Where has this gotten Democrats, politically? Nowhere. Republicans have consistently rejected Democratic proposals that would reduce the deficit, and there’s no evidence that voters have rewarded Democrats for their fiscal responsibility. But Democrats continue to live in fear of being seen as the party of reckless spending and “free stuff.” At the start of the current Congress, Nancy Pelosi pushed the Democratic House to adopt archaic and unnecessary pay-as-you-go rules that would require any new spending to be offset by tax increases or spending cuts—a plan that would make bold new policies like Medicare for All and the Green New Deal impossible to pass. As The American Prospect’s Robert Kuttner wrote last month, “Democrats’ restoring a PAYGO rule ignores a three decades history of getting fleeced, and is worse than nothing. It is like wearing a sign that says to Republicans, ‘Kick me.’ To the broad voting public it signals nothing at all.”
Instead of cowering in fear of Republican attacks, and trying to dig the country out of the holes caused by GOP tax cuts, Democrats should accept what their opponents already have: The deficit is a useful political weapon, and there is little to no penalty for being a deficit scold one minute and a deficit denier the next. Even many former deficits hawks, like former Treasury Secretary Larry Summers and former IMF chief economist Olivier Blanchard, have come around to the idea that deficit spending and a growing national debt are not such a bad thing—certainly not to the extent that Republicans have claimed that they are.

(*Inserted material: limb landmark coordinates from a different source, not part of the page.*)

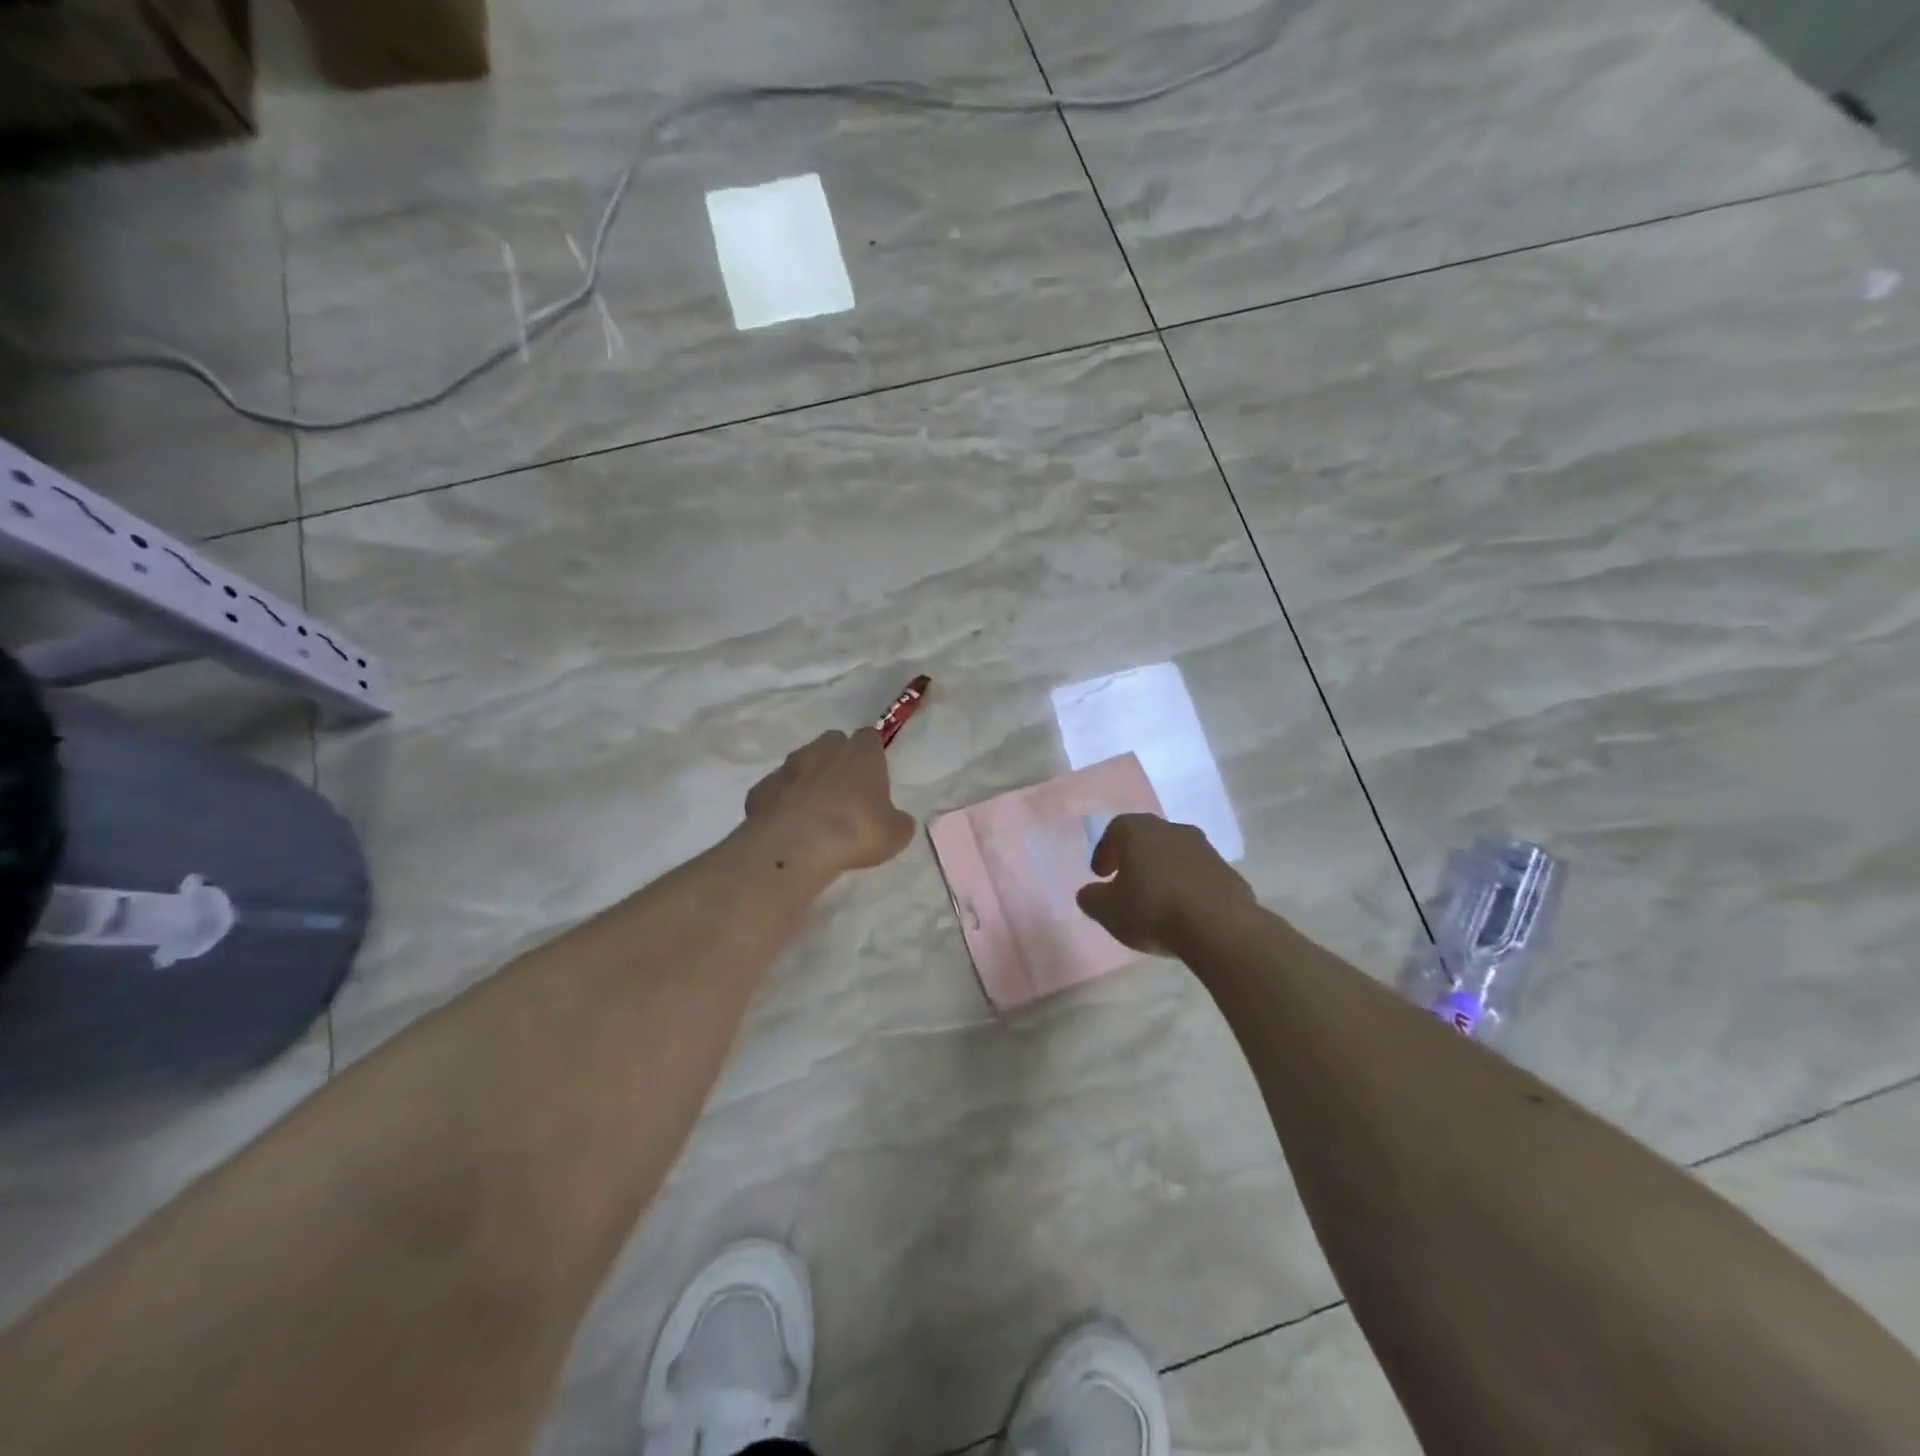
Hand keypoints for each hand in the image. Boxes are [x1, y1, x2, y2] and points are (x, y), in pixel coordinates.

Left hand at [744, 728, 916, 874]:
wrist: (794, 847)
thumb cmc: (854, 832)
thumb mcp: (895, 835)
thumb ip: (897, 821)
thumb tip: (895, 820)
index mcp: (861, 754)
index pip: (869, 737)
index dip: (872, 754)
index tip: (874, 775)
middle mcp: (823, 750)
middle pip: (833, 743)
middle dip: (838, 761)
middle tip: (845, 792)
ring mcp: (788, 767)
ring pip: (801, 764)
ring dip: (808, 780)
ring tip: (814, 813)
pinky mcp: (761, 788)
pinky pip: (777, 790)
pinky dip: (783, 802)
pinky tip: (789, 826)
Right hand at [1077, 813, 1254, 955]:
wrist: (1218, 926)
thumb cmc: (1153, 909)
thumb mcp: (1108, 910)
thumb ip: (1092, 898)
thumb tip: (1088, 893)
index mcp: (1139, 831)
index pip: (1115, 829)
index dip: (1105, 851)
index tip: (1100, 874)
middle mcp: (1172, 830)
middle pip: (1148, 838)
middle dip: (1135, 858)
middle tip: (1126, 882)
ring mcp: (1205, 849)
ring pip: (1176, 854)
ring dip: (1164, 871)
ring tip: (1157, 899)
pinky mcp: (1228, 872)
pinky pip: (1199, 875)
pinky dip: (1188, 886)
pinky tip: (1185, 912)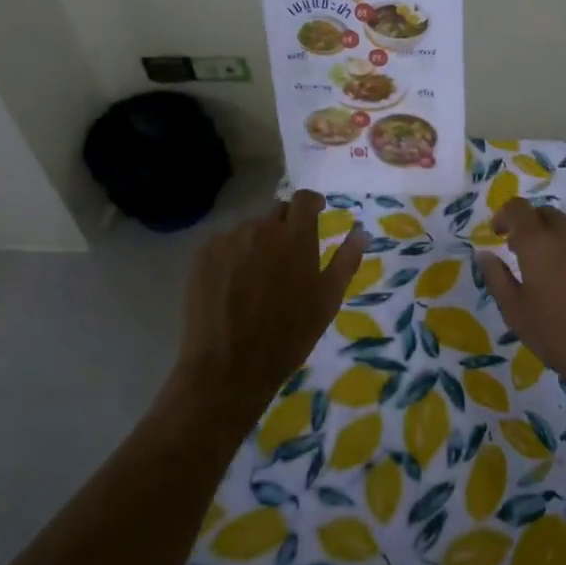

What really matters is when to grow the deficit, and why. There are times when it’s unavoidable, like when automatic spending kicks in during a downturn. There are times when it’s sound economic policy, as when large fiscal stimuluses are necessary to pull the economy out of recession. And there are times when it’s a moral good, as it is now in the fight for universal health care and slowing climate change. So Democrats, by all means, should complain ad nauseam about the deficit explosion caused by Trump and the Republicans. But when Democrats regain power in Washington, whenever that may be, they should do exactly as Republicans are doing today: Increase the deficit to achieve their policy goals, and ignore the wails about their egregious hypocrisy.